Look through the lines below for the word "this", and copy every line that has it.

Records shown:
*** Block opens ***

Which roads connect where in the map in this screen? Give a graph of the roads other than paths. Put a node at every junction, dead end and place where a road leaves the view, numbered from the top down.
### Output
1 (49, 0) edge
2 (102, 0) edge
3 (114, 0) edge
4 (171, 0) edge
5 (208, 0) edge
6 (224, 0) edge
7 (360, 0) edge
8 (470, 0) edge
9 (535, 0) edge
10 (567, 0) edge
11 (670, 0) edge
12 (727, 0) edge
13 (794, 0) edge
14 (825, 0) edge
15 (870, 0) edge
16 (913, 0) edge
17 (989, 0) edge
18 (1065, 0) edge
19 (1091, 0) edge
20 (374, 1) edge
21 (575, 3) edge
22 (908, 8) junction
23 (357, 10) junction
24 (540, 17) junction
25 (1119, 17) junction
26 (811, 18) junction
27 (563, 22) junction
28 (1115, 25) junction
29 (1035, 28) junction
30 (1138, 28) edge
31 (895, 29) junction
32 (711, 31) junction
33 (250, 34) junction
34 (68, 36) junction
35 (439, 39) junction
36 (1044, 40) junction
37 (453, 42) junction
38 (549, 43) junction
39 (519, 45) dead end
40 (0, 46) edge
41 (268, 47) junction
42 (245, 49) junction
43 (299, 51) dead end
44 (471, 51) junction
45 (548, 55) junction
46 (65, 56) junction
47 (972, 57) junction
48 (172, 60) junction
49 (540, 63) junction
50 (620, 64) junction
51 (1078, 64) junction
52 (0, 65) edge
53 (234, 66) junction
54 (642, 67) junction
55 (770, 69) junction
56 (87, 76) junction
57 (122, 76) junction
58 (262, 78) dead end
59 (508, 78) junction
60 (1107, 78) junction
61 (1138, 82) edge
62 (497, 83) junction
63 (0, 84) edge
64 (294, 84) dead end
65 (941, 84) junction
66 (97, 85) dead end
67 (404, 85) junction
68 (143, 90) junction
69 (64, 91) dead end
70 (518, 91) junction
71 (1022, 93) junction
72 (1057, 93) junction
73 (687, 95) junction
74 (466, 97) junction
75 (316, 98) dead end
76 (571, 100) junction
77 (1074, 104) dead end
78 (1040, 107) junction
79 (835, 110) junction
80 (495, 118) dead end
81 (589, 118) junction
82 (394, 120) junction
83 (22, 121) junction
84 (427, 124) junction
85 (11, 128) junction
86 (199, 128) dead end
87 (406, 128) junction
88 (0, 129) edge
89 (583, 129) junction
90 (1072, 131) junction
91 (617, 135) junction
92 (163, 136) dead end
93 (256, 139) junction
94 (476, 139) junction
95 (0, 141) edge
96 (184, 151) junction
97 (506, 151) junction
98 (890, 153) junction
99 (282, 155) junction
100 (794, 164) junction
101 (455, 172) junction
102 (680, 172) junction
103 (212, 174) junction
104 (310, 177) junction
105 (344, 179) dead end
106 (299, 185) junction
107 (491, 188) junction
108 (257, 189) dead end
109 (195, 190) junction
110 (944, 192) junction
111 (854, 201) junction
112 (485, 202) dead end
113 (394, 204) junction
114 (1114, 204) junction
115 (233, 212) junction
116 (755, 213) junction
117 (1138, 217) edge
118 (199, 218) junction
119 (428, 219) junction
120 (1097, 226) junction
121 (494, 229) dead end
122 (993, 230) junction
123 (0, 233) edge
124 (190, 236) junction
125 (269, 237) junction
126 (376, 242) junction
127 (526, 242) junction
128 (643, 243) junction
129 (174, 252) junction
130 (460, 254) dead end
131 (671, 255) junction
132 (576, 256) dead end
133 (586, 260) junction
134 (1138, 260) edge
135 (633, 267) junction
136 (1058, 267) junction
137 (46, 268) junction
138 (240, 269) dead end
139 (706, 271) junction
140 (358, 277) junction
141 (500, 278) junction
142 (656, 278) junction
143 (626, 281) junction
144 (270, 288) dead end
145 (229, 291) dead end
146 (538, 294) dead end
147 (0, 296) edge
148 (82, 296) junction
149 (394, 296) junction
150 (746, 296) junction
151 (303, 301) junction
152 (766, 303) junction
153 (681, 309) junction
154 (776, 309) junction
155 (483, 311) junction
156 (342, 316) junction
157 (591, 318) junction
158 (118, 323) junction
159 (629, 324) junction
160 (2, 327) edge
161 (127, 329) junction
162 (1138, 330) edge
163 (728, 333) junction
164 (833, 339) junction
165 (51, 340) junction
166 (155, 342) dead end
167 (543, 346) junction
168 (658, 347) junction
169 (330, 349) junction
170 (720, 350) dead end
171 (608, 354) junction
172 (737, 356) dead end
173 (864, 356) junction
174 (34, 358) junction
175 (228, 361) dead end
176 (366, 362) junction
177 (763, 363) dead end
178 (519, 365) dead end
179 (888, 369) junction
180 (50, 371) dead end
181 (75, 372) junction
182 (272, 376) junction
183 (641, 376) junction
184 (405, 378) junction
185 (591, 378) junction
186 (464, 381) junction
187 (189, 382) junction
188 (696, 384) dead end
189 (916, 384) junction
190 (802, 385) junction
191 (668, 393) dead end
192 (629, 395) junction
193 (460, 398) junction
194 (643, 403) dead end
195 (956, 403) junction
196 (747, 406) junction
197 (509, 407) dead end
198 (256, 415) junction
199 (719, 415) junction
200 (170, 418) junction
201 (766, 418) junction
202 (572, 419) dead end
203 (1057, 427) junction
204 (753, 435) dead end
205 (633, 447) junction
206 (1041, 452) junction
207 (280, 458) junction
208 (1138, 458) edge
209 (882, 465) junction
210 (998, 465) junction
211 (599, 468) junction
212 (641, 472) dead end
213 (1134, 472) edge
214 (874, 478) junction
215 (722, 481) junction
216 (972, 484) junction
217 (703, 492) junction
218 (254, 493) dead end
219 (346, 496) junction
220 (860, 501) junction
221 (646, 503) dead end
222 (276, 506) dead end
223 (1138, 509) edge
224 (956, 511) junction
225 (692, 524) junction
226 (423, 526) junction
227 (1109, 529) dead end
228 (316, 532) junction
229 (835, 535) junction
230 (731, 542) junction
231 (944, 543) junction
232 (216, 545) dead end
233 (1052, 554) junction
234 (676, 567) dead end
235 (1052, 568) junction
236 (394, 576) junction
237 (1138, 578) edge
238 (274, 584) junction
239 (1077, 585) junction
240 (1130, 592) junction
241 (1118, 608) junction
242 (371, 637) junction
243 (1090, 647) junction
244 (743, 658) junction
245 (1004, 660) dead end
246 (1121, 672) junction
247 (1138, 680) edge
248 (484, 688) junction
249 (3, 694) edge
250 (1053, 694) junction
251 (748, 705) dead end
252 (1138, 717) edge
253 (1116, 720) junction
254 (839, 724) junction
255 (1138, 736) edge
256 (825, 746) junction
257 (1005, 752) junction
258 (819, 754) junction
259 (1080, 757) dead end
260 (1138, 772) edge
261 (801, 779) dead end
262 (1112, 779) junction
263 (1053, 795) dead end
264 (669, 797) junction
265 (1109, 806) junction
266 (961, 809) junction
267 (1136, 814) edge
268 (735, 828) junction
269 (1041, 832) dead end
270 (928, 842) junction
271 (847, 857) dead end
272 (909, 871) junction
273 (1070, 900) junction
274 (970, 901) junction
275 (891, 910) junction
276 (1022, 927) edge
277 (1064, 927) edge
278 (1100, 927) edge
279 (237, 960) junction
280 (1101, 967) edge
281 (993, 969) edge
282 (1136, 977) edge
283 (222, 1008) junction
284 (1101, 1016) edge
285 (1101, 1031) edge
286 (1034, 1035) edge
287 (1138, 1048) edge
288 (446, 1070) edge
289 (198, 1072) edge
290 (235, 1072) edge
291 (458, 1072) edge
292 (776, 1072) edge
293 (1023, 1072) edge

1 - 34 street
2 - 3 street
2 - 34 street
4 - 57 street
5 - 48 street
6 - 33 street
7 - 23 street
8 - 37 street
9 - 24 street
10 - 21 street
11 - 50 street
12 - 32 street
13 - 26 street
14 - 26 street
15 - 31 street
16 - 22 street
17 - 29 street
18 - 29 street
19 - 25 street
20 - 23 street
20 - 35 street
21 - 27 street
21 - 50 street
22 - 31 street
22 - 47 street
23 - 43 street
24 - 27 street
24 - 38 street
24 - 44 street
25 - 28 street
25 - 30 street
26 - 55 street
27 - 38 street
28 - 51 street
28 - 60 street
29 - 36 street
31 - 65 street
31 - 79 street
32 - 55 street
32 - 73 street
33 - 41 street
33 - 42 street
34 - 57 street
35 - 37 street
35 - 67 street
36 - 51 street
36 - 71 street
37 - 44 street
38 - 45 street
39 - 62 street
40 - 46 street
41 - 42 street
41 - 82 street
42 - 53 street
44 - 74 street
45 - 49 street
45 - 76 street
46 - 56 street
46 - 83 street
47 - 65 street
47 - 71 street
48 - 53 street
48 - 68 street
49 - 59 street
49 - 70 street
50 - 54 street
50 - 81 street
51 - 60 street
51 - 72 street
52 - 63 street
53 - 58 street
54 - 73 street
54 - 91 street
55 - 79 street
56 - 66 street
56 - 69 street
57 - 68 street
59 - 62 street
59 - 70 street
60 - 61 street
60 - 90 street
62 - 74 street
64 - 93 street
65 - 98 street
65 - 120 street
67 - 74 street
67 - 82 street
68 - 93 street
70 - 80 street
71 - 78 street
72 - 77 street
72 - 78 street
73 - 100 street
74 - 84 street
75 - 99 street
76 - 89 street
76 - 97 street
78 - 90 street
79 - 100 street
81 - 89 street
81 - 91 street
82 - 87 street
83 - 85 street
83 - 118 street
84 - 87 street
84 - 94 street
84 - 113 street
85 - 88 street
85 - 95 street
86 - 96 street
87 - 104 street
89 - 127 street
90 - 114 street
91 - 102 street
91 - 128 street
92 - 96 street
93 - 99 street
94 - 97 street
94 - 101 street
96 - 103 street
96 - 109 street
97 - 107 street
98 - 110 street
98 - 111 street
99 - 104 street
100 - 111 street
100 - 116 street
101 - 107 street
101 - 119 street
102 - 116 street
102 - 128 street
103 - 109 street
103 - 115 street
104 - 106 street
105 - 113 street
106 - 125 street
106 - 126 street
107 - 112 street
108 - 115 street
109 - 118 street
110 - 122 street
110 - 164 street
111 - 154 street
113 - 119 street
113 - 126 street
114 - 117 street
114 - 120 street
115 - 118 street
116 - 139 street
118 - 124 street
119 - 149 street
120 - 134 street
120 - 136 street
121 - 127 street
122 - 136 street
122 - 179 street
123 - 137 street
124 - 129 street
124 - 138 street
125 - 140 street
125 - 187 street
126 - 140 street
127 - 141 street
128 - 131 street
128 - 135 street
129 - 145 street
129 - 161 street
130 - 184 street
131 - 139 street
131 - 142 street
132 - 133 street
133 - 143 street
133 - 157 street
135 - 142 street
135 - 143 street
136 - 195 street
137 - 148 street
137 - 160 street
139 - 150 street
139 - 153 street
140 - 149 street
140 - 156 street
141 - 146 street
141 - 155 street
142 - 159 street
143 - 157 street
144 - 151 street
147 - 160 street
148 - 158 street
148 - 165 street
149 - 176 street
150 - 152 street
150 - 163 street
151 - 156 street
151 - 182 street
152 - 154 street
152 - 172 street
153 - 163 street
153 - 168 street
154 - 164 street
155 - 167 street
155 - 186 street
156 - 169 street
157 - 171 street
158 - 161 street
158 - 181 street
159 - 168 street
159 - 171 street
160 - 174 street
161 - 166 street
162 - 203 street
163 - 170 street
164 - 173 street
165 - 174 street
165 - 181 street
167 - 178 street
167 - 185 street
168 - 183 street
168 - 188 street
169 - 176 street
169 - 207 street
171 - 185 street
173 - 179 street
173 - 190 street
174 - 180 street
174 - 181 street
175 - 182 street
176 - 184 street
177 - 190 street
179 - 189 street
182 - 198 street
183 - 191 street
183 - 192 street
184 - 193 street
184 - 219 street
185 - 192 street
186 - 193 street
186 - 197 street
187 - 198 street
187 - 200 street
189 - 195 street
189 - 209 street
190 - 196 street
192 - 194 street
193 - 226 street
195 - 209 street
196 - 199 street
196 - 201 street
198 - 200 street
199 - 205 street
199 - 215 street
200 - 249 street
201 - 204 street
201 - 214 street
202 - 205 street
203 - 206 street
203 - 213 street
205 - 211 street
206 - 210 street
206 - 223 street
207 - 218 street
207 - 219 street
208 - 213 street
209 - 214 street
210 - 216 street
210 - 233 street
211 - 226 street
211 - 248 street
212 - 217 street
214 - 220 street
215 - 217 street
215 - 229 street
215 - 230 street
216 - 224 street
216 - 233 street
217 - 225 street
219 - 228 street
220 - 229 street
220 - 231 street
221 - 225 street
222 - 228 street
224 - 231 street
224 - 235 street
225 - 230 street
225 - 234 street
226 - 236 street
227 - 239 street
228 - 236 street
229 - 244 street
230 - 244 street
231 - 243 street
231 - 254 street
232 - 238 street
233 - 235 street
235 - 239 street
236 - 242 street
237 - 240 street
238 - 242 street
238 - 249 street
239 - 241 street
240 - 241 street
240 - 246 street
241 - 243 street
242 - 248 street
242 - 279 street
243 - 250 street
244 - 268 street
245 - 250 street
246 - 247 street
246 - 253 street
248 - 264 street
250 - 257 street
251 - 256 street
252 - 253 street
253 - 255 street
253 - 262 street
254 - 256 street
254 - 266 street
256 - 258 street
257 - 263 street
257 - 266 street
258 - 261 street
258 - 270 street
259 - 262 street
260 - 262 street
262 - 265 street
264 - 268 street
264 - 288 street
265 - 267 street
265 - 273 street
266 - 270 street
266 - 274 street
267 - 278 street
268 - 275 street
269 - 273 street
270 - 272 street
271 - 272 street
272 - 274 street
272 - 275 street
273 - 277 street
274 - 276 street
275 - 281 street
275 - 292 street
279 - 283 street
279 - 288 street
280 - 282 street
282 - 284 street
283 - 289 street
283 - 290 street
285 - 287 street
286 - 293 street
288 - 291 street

*** Block closes ***
*** Block opens ***

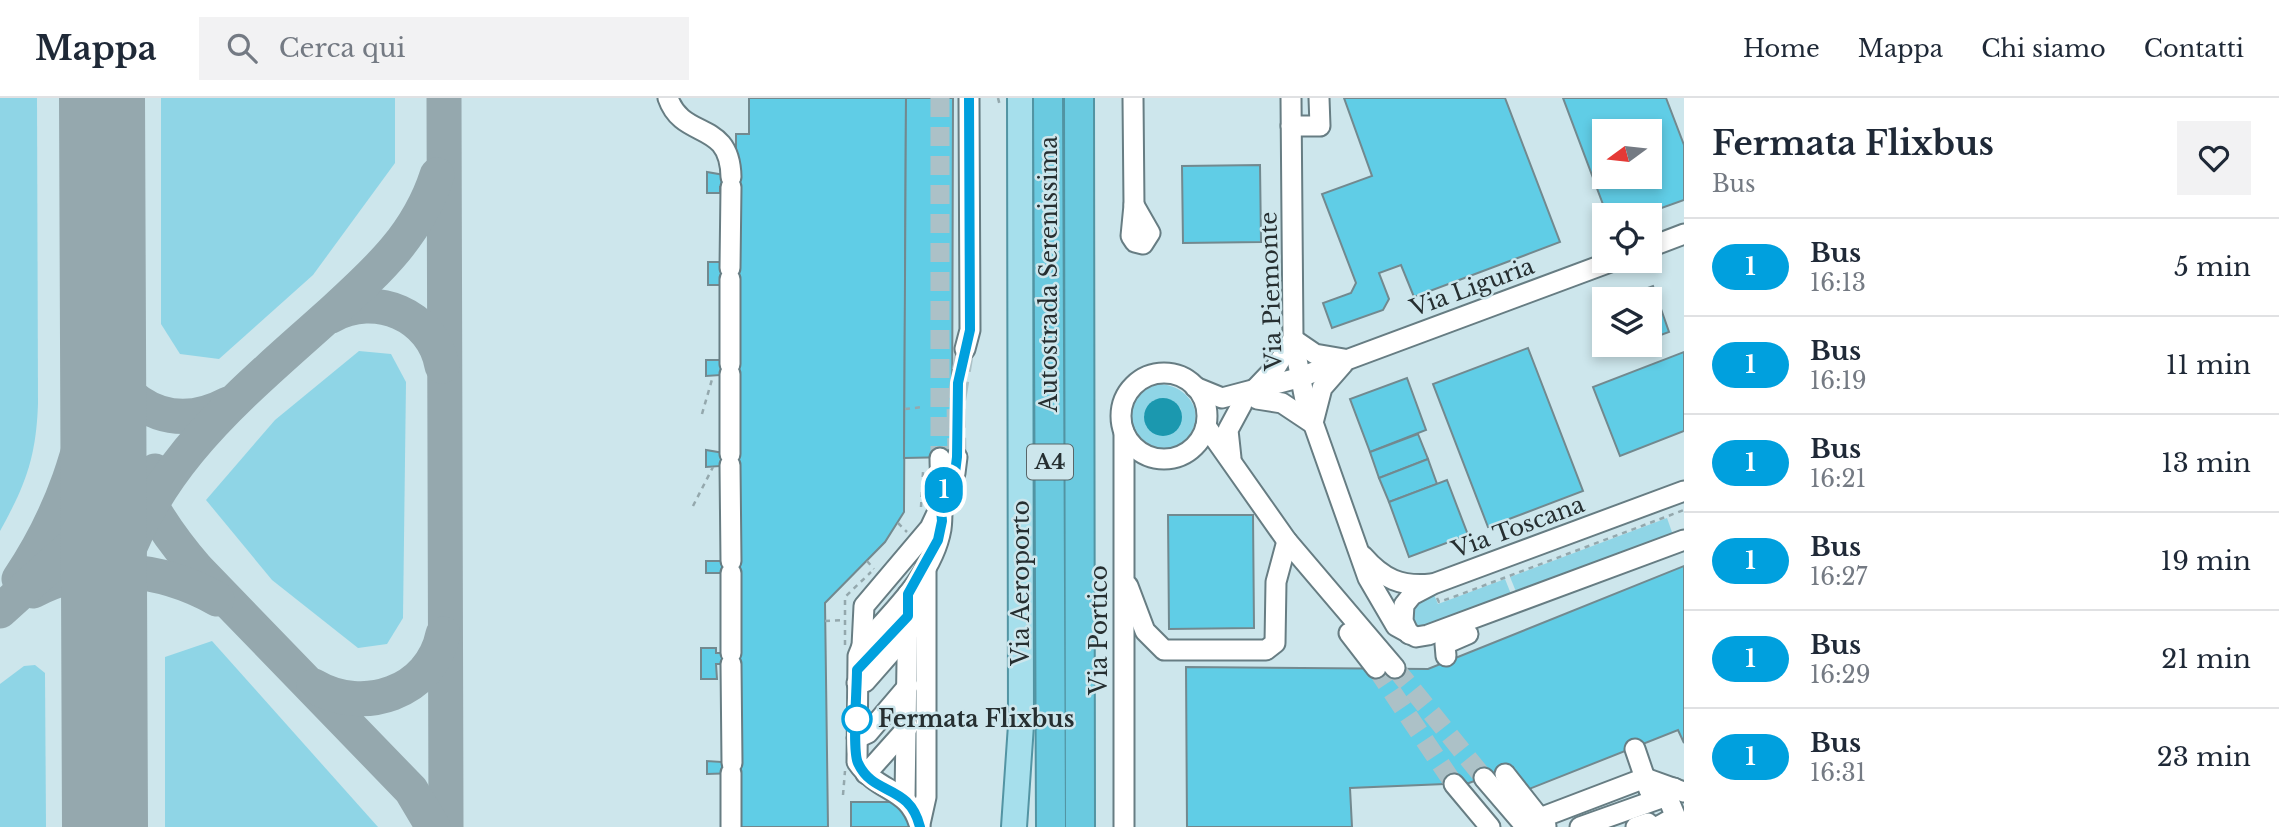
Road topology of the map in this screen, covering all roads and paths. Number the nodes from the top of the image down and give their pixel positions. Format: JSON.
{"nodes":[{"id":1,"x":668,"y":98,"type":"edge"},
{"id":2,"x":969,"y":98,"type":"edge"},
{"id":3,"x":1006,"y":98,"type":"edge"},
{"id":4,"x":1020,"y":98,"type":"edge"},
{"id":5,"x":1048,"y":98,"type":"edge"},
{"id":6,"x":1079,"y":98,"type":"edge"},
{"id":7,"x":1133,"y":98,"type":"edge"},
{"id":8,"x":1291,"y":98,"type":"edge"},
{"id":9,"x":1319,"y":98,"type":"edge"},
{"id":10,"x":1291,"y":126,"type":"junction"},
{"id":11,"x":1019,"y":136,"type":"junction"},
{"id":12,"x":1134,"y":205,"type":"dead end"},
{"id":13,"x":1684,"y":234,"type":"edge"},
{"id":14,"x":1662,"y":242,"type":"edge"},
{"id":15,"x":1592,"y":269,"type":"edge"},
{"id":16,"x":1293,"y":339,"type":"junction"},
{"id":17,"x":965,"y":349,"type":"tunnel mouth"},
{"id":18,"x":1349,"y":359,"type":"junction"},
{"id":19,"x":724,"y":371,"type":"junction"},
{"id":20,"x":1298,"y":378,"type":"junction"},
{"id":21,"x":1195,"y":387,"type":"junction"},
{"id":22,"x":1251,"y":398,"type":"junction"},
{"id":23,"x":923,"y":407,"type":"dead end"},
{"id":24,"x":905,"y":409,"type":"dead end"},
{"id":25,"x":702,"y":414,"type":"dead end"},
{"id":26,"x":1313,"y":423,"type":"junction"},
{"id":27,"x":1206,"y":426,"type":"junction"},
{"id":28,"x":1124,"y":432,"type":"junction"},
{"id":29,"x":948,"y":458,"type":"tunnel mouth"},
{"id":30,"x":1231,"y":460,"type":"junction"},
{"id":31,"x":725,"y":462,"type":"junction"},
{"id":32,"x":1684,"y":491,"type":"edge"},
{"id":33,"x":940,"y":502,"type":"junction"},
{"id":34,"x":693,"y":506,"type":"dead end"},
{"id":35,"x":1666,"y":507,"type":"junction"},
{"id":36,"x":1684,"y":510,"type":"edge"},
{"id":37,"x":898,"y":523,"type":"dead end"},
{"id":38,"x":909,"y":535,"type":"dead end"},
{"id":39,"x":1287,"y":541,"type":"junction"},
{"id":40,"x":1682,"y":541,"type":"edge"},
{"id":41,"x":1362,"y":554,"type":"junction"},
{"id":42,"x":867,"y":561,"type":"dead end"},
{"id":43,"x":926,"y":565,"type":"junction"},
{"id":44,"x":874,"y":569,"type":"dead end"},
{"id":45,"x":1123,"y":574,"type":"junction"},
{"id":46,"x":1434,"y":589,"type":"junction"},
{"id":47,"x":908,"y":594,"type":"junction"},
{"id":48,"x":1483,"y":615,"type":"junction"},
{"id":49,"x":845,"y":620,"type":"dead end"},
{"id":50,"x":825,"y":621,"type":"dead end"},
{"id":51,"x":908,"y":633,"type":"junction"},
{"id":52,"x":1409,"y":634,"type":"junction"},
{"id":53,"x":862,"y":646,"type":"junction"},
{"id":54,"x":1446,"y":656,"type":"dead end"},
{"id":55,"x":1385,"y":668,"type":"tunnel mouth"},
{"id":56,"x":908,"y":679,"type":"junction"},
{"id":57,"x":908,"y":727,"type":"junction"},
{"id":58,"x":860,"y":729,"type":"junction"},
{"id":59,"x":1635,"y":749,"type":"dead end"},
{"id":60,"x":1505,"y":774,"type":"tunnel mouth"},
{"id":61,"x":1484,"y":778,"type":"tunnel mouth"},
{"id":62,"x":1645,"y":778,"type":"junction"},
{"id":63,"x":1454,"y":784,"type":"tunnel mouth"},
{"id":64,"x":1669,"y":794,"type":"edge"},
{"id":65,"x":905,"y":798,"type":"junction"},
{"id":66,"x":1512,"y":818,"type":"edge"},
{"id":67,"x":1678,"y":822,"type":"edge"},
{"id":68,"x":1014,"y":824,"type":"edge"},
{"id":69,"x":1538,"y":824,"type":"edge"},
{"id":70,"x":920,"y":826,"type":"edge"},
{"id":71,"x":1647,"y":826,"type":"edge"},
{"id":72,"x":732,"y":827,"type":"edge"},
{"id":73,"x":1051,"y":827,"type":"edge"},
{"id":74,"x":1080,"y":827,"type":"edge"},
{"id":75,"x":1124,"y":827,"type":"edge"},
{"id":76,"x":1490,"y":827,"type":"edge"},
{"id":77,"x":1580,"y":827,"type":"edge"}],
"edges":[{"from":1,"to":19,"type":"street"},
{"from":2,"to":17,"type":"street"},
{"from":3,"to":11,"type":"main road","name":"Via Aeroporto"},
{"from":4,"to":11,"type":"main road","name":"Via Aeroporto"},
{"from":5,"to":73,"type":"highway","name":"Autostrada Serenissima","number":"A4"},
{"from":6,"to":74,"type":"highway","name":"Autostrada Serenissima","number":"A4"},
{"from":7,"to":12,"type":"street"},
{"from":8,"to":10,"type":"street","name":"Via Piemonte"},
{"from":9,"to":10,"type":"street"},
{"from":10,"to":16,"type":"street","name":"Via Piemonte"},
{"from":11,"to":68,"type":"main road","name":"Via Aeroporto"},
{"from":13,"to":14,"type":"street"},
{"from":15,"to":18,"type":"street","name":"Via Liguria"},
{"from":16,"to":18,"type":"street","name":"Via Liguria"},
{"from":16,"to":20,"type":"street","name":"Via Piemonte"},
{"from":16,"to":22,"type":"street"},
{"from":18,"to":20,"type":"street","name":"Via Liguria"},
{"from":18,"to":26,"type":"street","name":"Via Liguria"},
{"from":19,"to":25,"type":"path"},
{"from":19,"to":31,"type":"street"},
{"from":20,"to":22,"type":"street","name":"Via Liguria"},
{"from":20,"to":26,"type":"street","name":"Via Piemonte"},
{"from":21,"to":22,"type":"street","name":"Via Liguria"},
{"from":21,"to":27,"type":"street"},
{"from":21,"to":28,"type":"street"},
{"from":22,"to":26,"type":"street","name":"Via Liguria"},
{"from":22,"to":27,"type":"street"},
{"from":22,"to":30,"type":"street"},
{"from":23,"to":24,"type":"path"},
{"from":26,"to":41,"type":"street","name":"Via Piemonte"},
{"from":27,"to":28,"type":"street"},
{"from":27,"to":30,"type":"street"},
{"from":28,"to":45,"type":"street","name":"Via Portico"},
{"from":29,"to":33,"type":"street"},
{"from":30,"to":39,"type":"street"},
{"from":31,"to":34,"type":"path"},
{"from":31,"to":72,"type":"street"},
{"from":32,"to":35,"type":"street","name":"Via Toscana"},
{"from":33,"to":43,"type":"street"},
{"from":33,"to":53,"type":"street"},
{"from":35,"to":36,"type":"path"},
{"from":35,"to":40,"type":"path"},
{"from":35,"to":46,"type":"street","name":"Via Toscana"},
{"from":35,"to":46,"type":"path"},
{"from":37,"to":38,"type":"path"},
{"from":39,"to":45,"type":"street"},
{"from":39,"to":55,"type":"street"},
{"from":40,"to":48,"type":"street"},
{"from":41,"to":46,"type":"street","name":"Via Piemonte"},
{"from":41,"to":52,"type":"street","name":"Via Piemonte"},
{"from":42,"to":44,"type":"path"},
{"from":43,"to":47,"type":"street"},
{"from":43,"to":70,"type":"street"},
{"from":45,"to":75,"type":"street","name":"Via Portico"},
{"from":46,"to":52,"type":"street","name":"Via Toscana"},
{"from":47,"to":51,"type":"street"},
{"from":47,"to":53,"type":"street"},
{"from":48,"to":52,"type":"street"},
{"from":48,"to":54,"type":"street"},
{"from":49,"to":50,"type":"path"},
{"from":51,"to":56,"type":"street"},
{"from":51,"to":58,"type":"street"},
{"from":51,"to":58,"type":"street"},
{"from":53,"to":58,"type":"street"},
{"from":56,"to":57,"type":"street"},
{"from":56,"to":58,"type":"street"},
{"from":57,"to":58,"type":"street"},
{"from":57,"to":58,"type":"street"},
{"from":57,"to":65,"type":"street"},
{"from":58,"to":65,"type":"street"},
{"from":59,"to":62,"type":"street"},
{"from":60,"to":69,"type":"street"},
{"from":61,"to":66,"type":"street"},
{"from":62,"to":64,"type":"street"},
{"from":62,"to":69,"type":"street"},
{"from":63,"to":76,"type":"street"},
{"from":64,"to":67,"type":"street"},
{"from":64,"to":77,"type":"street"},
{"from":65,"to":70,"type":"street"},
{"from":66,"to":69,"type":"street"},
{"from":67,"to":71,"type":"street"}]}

*** Block closes ***

Answer section:
Which roads connect where in the map in this screen? Give a graph of the roads other than paths. Put a node at every junction, dead end and place where a road leaves the view, numbered from the top down.
Road topology of the map in this screen, covering all roads and paths. Number the nodes from the top of the image down and give their pixel positions. Format: JSON.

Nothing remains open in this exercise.